Bienvenue au Capital Club, un cercle très privé réservé à un millier de grands patrons, hommes d’affaires à succès et ambassadeurs. Chinois ou étrangers, ils ont en commun de l’influence et, souvent, un porte-monnaie bien garni, gage, en Chine sans doute plus qu’ailleurs, d’un pouvoir décuplé.

Sitôt franchi le seuil de l’ascenseur, les téléphones portables doivent être éteints. Le costume-cravate est de rigueur, et les jeans, T-shirts et bermudas sont formellement interdits. Malgré une atmosphère parfaitement détendue, à mille lieues de celle, souvent guindée, des clubs parisiens, quelques règles de bienséance s’imposent. Un éminent homme d’affaires aurait d’ailleurs été banni d’un club pour avoir mis ses pieds sur la table basse…

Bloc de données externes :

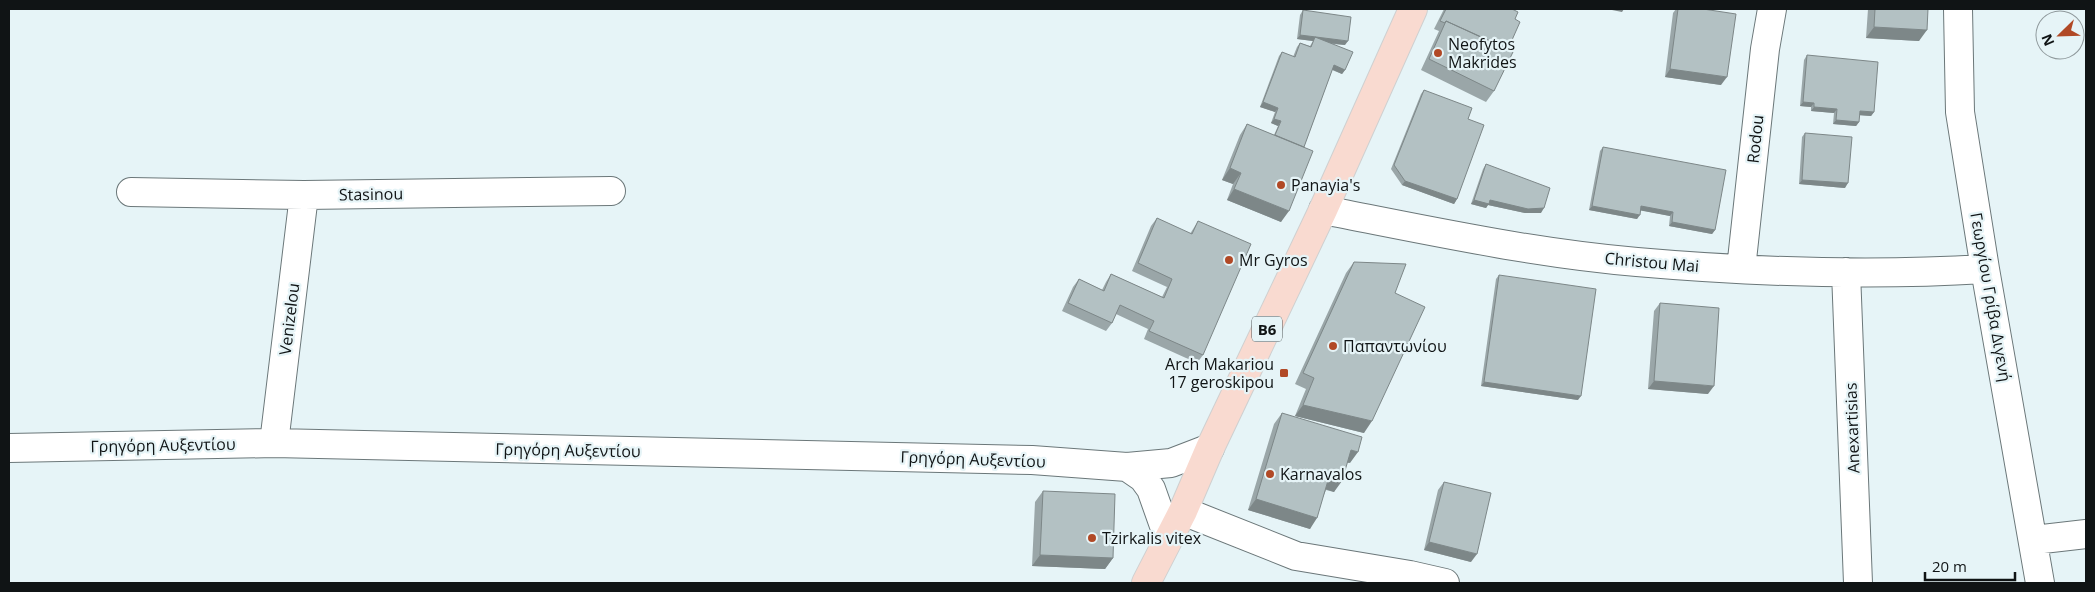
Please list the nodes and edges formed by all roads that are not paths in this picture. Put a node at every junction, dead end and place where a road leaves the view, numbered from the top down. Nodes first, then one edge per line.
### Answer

Dans l’enfilade de petits salons confortables aux teintes marron et or, résonne un air de musique classique. Sur la moquette épaisse, de vieilles armoires chinoises fleurent bon le bois de santal. Le Français Bertrand Petton, directeur général du club, veille sur les lieux avec gaîté, saluant ses hôtes d’une boutade amicale, présentant les uns aux autres en toute décontraction. Il navigue avec aisance dans ces lieux chargés, à défaut d’histoire, de transactions.

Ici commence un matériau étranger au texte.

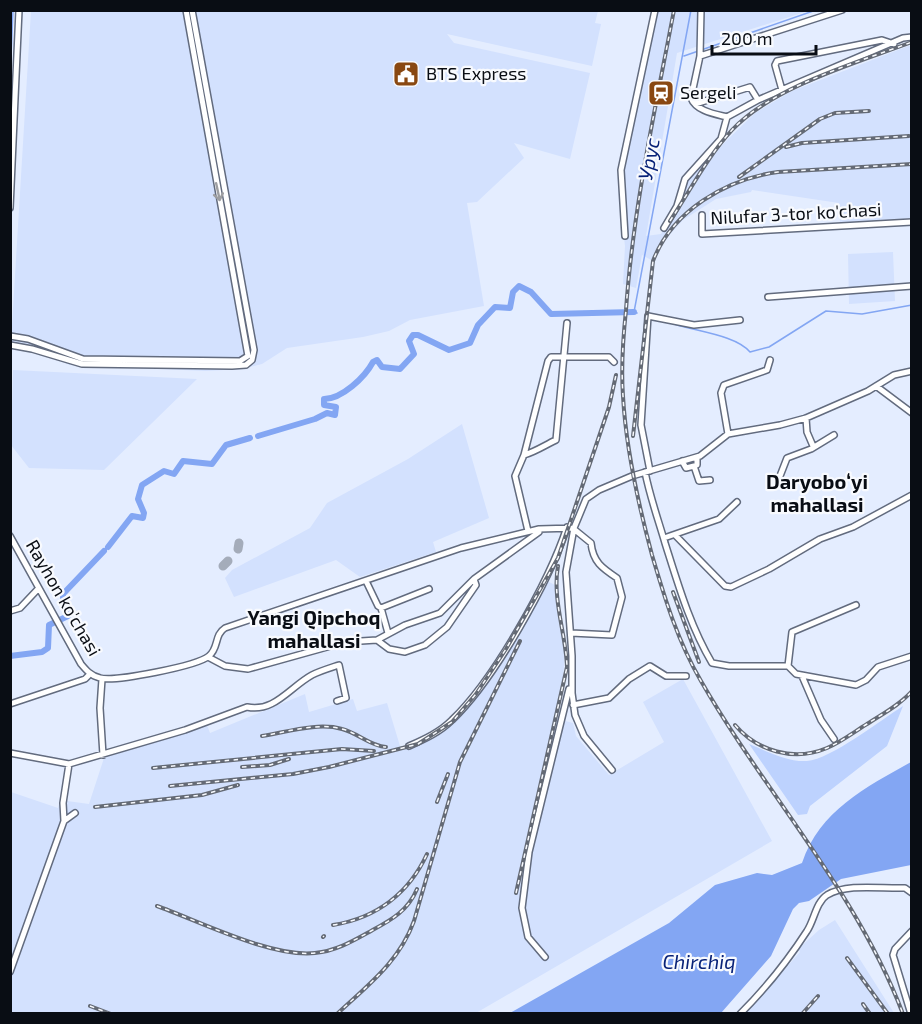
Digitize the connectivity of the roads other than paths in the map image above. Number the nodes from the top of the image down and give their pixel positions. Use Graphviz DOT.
graph roads {
  1 [pos="19,10"];
  2 [pos="186,10"];
  3 [pos="192,10"];
  4 [pos="655,10"];
  5 [pos="701,10"];
  6 [pos="842,10"];
  7 [pos="912,37"];
  8 [pos="894,44"];
  9 [pos="700,56"];
  10 [pos="782,90"];
  11 [pos="758,100"];
  12 [pos="695,104"];
  13 [pos="727,117"];
  14 [pos="212,152"];
  15 [pos="224,177"];
  16 [pos="10,208"];
  17 [pos="702,215"];
  18 [pos="912,222"];
  19 [pos="664,228"];
  20 [pos="625,236"];
  21 [pos="912,286"];
  22 [pos="768,297"];
  23 [pos="740,320"];
  24 [pos="567,323"];
  25 [pos="10,336"];
  26 [pos="10,345"];
  27 [pos="19,346"];
  28 [pos="10,352"];
  29 [pos="564,355"];
  30 [pos="250,357"];
  31 [pos="770,360"];
  32 [pos="614,362"];
  33 [pos="152,363"];
  34 [pos="912,371"];
  35 [pos="876,386"];
  36 [pos="912,413"];
  37 [pos="806,417"];
  38 [pos="728,434"];
  39 [pos="834,435"];
  40 [pos="813,446"];
  41 [pos="524,455"];
  42 [pos="697,457"];
  43 [pos="682,461"];
  44 [pos="694,466"];
  45 [pos="647,471"];
  46 [pos="780,476"];
  47 [pos="710,480"];
  48 [pos="912,495"];
  49 [pos="737,502"];
  50 [pos="539,529"];
  51 [pos="572,529"];
  52 [pos="528,531"];
  53 [pos="675,535"];
  54 [pos="10,536"];
  55 [pos="664,538"];
  56 [pos="474,579"];
  57 [pos="366,581"];
  58 [pos="38,589"];
  59 [pos="429,589"];
  60 [pos="856,605"];
  61 [pos="381,608"];
  62 [pos="10,611"];
  63 [pos="388,633"];
  64 [pos="571,633"];
  65 [pos="377,640"];
  66 [pos="912,656"];
  67 [pos="208,657"];
  68 [pos="788,666"];
  69 [pos="90,674"];
  70 [pos="686,676"];
  71 [pos="802,676"];
  72 [pos="102,679"];
  73 [pos="572,680"];
  74 [pos="337,701"];
  75 [pos="10,704"];
  76 [pos="573,705"];
  77 [pos="834,739"];
  78 [pos="409,746"];
  79 [pos="10,753"];
  80 [pos="103,755"];
  81 [pos="69,764"];
  82 [pos="612,770"];
  83 [pos="62,812"];
  84 [pos="64,821"];
  85 [pos="912,893"];
  86 [pos="912,931"];
  87 [pos="545,957"];
  88 [pos="10,972"];
  89 [pos="740,1014"];
  90 [pos="911,1014"];
  1 -- 16 [label="street"];
  2 -- 14 [label="street"];
  3 -- 15 [label="street"];
  4 -- 20 [label="street"];
  5 -- 9 [label="street"];
  6 -- 9 [label="street"];
  7 -- 8 [label="street"];
  8 -- 10 [label="street"];
  8 -- 10 [label="street"];
  9 -- 12 [label="street"];
  10 -- 11 [label="street"];
  11 -- 12 [label="street"];
  11 -- 13 [label="street"];
  12 -- 13 [label="street"];
  13 -- 19 [label="street"];
  14 -- 15 [label="street"];
  14 -- 30 [label="street, one-way"];
  15 -- 30 [label="street"];
  17 -- 18 [label="street, Nilufar 3-tor ko'chasi"];
  21 -- 22 [label="street"];
  23 -- 45 [label="street"];
  24 -- 29 [label="street"];
  25 -- 33 [label="street"];
  26 -- 27 [label="street"];
  27 -- 28 [label="street"];
  27 -- 33 [label="street"];
  29 -- 32 [label="street"];
  29 -- 41 [label="street"];
  29 -- 41 [label="street"];
  30 -- 33 [label="street"];
  31 -- 38 [label="street"];
  34 -- 35 [label="street"];
  35 -- 36 [label="street"];
  35 -- 37 [label="street"];
  37 -- 38 [label="street"];
  37 -- 40 [label="street"];
  38 -- 42 [label="street"];
  39 -- 40 [label="street"];
  40 -- 46 [label="street"];
  41 -- 52 [label="street"];
  42 -- 43 [label="street"];
  42 -- 44 [label="street"];
  43 -- 44 [label="street"];
  43 -- 45 [label="street"];
  44 -- 47 [label="street"];
  45 -- 51 [label="street"];
  45 -- 55 [label="street"];
  48 -- 53 [label="street"];
  49 -- 53 [label="street"];
  50 -- 51 [label="street"];
  50 -- 52 [label="street"];
  50 -- 56 [label="street"];
  51 -- 64 [label="street"];
  51 -- 64 [label="street"];
  51 -- 78 [label="street"];
  52 -- 57 [label="street"];
  53 -- 55 [label="street"];
  54 -- 58 [label="street, Rayhon ko'chasi"];
  55 -- 68 [label="street"];
  56 -- 63 [label="street"];
  56 -- 65 [label="street"];
  57 -- 61 [label="street"];
  57 -- 67 [label="street"];
  58 -- 62 [label="street"];
  58 -- 69 [label="street, Rayhon ko'chasi"];
  59 -- 61 [label="street"];
  60 -- 68 [label="street"];
  61 -- 63 [label="street"];
  63 -- 65 [label="street"];
  64 -- 73 [label="street"];
  65 -- 67 [label="street"];
  66 -- 71 [label="street"];
  67 -- 72 [label="street, Rayhon ko'chasi"];
  68 -- 71 [label="street"];
  69 -- 72 [label="street, Rayhon ko'chasi"];
  69 -- 75 [label="street, Rayhon ko'chasi"];
  70 -- 76 [label="street"];
  71 -- 77 [label="street"];
  72 -- 80 [label="street"];
  73 -- 76 [label="street"];
  73 -- 87 [label="street"];
  74 -- 80 [label="street"];
  76 -- 82 [label="street"];
  79 -- 81 [label="street"];
  80 -- 81 [label="street"];
  81 -- 83 [label="street"];
  83 -- 84 [label="street"];
  83 -- 84 [label="street"];
  84 -- 88 [label="street"];
  85 -- 89 [label="street"];
  86 -- 90 [label="street"];
}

- Ce club pékinois, explique-t-il, le premier ouvert dans le pays en 1994, a clairement été créé dans le but de faciliter les affaires entre la Chine et le reste du monde, à la demande de Deng Xiaoping.

Le gouvernement a en effet mandaté la Citic, le plus grand et le plus ancien conglomérat financier chinois, pour trouver des partenaires financiers.

- Il fallait un lieu dédié pour pouvoir les recevoir dignement, poursuit-il.

Résultat, des millions de dollars transitent régulièrement entre ses murs. C’est dans l’un des douze salons, disséminés le long d’un couloir silencieux, qu’EADS a signé la vente de plusieurs Eurocopter aux autorités chinoises. Ici aussi, sans doute dans la board room réservée aux dirigeants de Citic, susceptibles de débarquer à tout moment pour un rendez-vous ou un déjeuner d’affaires, qu’ont été signées la construction d’une autoroute au Maghreb, ainsi que celle du métro de Téhéran avec le fils de Mahmoud Ahmadinejad, président de la République islamique d’Iran.

- Généralement, confie Bertrand Petton, lorsque les hommes d’affaires réunis à huit clos durant de longues heures de négociation commandent des bouteilles de cognac Louis XIII, c’est bon signe : le contrat est en passe d’être signé. De nombreux ministres aiment donner leurs rendez-vous ici car ils savent que le bâtiment est sécurisé, que le protocole sera respecté à la lettre et qu’ils seront à l’abri des regards indiscrets.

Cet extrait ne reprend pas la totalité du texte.